*WHAT YOU HAVE TO DO*. The full listing should be set down again without a single alteration.
■ ■ ■ ■ ■ ■ ■
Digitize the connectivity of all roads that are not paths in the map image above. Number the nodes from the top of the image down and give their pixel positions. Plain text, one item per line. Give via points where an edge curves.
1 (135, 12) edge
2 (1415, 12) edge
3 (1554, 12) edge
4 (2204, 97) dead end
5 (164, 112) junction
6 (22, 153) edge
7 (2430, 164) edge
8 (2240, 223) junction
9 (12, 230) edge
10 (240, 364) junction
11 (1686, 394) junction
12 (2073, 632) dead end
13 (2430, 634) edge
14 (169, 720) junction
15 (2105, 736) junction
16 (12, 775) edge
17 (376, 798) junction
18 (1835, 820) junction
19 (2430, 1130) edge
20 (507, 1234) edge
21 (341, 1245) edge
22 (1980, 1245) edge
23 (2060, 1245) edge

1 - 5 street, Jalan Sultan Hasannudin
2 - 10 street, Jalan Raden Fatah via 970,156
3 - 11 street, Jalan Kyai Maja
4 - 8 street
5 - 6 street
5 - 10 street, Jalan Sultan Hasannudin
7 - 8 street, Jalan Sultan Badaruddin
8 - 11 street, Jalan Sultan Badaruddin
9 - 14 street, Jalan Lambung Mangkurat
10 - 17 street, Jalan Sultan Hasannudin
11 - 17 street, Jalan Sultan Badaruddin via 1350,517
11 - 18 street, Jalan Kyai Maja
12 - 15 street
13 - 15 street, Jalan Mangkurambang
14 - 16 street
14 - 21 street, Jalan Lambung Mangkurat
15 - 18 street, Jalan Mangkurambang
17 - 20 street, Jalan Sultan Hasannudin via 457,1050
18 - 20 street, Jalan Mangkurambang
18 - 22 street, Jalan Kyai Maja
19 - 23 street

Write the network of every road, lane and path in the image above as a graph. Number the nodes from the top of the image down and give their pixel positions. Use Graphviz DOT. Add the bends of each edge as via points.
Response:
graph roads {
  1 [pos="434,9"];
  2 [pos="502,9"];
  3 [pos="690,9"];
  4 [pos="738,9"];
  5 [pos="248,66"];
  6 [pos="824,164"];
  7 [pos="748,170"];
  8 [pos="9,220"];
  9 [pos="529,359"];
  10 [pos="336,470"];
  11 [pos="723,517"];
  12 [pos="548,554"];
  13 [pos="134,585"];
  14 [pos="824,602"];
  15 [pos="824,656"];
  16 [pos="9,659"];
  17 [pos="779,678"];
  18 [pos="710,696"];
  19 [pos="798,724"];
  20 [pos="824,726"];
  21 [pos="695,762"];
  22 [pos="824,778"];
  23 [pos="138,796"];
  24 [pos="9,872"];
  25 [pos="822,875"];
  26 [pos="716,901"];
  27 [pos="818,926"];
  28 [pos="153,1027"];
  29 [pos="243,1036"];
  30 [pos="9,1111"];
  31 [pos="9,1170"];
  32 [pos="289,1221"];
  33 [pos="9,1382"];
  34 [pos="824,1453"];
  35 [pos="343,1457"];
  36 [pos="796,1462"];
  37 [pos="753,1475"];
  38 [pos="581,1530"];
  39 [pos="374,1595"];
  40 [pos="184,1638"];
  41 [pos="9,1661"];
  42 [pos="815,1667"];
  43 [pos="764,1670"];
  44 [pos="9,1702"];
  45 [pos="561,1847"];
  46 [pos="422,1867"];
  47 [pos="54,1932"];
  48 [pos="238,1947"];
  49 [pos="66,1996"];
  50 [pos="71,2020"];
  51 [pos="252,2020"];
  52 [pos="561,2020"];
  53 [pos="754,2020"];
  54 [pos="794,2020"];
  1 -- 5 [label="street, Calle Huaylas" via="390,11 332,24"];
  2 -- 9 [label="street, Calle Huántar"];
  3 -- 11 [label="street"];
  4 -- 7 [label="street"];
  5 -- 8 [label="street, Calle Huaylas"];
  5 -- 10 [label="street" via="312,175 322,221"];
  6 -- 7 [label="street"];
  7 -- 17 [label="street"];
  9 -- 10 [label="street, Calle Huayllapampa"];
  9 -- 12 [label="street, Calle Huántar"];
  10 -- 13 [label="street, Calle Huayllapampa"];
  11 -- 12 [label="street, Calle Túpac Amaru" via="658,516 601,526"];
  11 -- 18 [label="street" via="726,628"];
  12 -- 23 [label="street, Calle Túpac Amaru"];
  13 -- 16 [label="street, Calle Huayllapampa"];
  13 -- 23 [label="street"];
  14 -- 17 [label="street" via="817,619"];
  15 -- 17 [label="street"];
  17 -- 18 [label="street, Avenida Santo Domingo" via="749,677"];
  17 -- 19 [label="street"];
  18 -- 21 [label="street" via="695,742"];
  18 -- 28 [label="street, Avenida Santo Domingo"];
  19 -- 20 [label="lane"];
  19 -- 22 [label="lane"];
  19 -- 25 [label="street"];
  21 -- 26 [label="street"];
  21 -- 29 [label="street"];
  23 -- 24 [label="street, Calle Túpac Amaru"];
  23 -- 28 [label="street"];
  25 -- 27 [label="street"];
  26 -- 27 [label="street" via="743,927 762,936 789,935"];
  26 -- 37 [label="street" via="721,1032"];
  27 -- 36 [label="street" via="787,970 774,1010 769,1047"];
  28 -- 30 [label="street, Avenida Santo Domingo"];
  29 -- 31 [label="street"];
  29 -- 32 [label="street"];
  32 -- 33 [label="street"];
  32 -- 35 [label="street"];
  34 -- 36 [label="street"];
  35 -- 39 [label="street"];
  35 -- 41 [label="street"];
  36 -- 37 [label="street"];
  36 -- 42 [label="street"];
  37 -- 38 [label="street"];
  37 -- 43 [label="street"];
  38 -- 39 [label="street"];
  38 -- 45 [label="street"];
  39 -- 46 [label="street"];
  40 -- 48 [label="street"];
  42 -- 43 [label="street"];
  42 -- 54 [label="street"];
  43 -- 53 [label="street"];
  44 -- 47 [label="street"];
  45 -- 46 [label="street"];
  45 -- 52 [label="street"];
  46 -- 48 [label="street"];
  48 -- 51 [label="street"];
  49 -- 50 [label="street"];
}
■ ■ ■ ■ ■ ■ ■
*RESULT BELOW*.
Digitize the connectivity of all roads that are not paths in the map image above. Number the nodes from the top of the image down and give their pixel positions. Plain text, one item per line. Give via points where an edge curves.
1 (135, 12) edge
2 (1415, 12) edge
3 (1554, 12) edge
4 (2204, 97) dead end
5 (164, 112) junction
6 (22, 153) edge
7 (2430, 164) edge
8 (2240, 223) junction
9 (12, 230) edge
10 (240, 364) junction
11 (1686, 394) junction
12 (2073, 632) dead end
13 (2430, 634) edge
14 (169, 720) junction
15 (2105, 736) junction
16 (12, 775) edge
17 (376, 798) junction
18 (1835, 820) junction
19 (2430, 1130) edge
20 (507, 1234) edge
21 (341, 1245) edge
22 (1980, 1245) edge
23 (2060, 1245) edge

1 - 5 street, Jalan Sultan Hasannudin
2 - 10 street, Jalan Raden Fatah via 970,156
3 - 11 street, Jalan Kyai Maja
4 - 8 street
5 - 6 street
5 - 10 street, Jalan Sultan Hasannudin
7 - 8 street, Jalan Sultan Badaruddin
8 - 11 street, Jalan Sultan Badaruddin
9 - 14 street, Jalan Lambung Mangkurat
10 - 17 street, Jalan Sultan Hasannudin
11 - 17 street, Jalan Sultan Badaruddin via 1350,517
11 - 18 street, Jalan Kyai Maja
12 - 15 street
13 - 15 street, Jalan Mangkurambang
14 - 16 street
14 - 21 street, Jalan Lambung Mangkurat
15 - 18 street, Jalan Mangkurambang
17 - 20 street, Jalan Sultan Hasannudin via 457,1050
18 - 20 street, Jalan Mangkurambang
18 - 22 street, Jalan Kyai Maja
19 - 23 street

Write the network of every road, lane and path in the image above as a graph. Number the nodes from the top of the image down and give their pixel positions. Use Graphviz DOT. Add the bends of each edge as via points.
Response:
graph roads {
  1 [pos="434,9"];
  2 [pos="502,9"];
  3 [pos="690,9"];
  4 [pos="738,9"];
  5 [pos="248,66"];
  6 [pos="824,164"];
  7 [pos="748,170"];
  8 [pos="9,220"];
  9 [pos="529,359"];
  10 [pos="336,470"];
  11 [pos="723,517"];
  12 [pos="548,554"];
  13 [pos="134,585"];
  14 [pos="824,602"];
  15 [pos="824,656"];
  16 [pos="9,659"];
  17 [pos="779,678"];
  18 [pos="710,696"];
  19 [pos="798,724"];
  20 [pos="824,726"];
  21 [pos="695,762"];
  22 [pos="824,778"];
  23 [pos="138,796"];
  24 [pos="9,872"];
  25 [pos="822,875"];
  26 [pos="716,901"];
  27 [pos="818,926"];
  28 [pos="153,1027"];
  29 [pos="243,1036"];
  30 [pos="9,1111"];
  31 [pos="9,1170"];
  32 [pos="289,1221"];
  33 [pos="9,1382"];
  34 [pos="824,1453"];
  35 [pos="343,1457"];
  36 [pos="796,1462"];
  37 [pos="753,1475"];
  38 [pos="581,1530"];
  39 [pos="374,1595"];
  40 [pos="184,1638"];
  41 [pos="9,1661"];
  42 [pos="815,1667"];
  43 [pos="764,1670"];
  44 [pos="9,1702"];
  45 [pos="561,1847"];
  46 [pos="422,1867"];
  47 [pos="54,1932"];
  48 [pos="238,1947"];
  49 [pos="66,1996"];
  50 [pos="71,2020"];
  51 [pos="252,2020"];
  52 [pos="561,2020"];
  53 [pos="754,2020"];
  54 [pos="794,2020"];
  1 -- 5 [label="street, Calle Huaylas" via="390,11 332,24"];
  2 -- 9 [label="street, Calle Huántar"];
  3 -- 11 [label="street"];
  4 -- 7 [label="street"];
  5 -- 8 [label="street, Calle Huaylas"];
  5 -- 10 [label="street" via="312,175 322,221"];
  6 -- 7 [label="street"];
  7 -- 17 [label="street"];
  9 -- 10 [label="street, Calle Huayllapampa"];
  9 -- 12 [label="street, Calle Huántar"];
  10 -- 13 [label="street, Calle Huayllapampa"];
  11 -- 12 [label="street, Calle Túpac Amaru" via="658,516 601,526"];
  11 -- 18 [label="street" via="726,628"];
  12 -- 23 [label="street, Calle Túpac Amaru"];
  13 -- 16 [label="street, Calle Huayllapampa"];
  13 -- 23 [label="street"];
  14 -- 17 [label="street" via="817,619"];
  15 -- 17 [label="street"];
  17 -- 18 [label="street, Avenida Santo Domingo" via="749,677"];
  17 -- 19 [label="street"];
  18 -- 21 [label="street" via="695,742"];
  18 -- 28 [label="street, Avenida Santo Domingo"];
  19 -- 20 [label="lane"];
  19 -- 22 [label="lane"];
  19 -- 25 [label="street"];
  21 -- 26 [label="street"];
  21 -- 29 [label="street"];
  23 -- 24 [label="street, Calle Túpac Amaru"];
  23 -- 28 [label="street"];
  25 -- 27 [label="street"];
  26 -- 27 [label="street" via="743,927 762,936 789,935"];
  26 -- 37 [label="street" via="721,1032"];
  27 -- 36 [label="street" via="787,970 774,1010 769,1047"];
  28 -- 30 [label="street, Avenida Santo Domingo"];
  29 -- 31 [label="street"];
  29 -- 32 [label="street"];
  32 -- 33 [label="street"];
  32 -- 35 [label="street"];
  34 -- 36 [label="street"];
  35 -- 39 [label="street"];
  35 -- 41 [label="street"];
  36 -- 37 [label="street"];
  36 -- 42 [label="street"];
  37 -- 38 [label="street"];
  37 -- 43 [label="street"];
  38 -- 39 [label="street"];
  38 -- 45 [label="street"];
  39 -- 46 [label="street"];
  40 -- 48 [label="street"];
  42 -- 43 [label="street"];
  42 -- 54 [label="street"];
  43 -- 53 [label="street"];
  44 -- 47 [label="street"];
  45 -- 46 [label="street"];
  45 -- 52 [label="street"];
  46 -- 48 [label="street"];
  48 -- 51 [label="street"];
  49 -- 50 [label="street"];
}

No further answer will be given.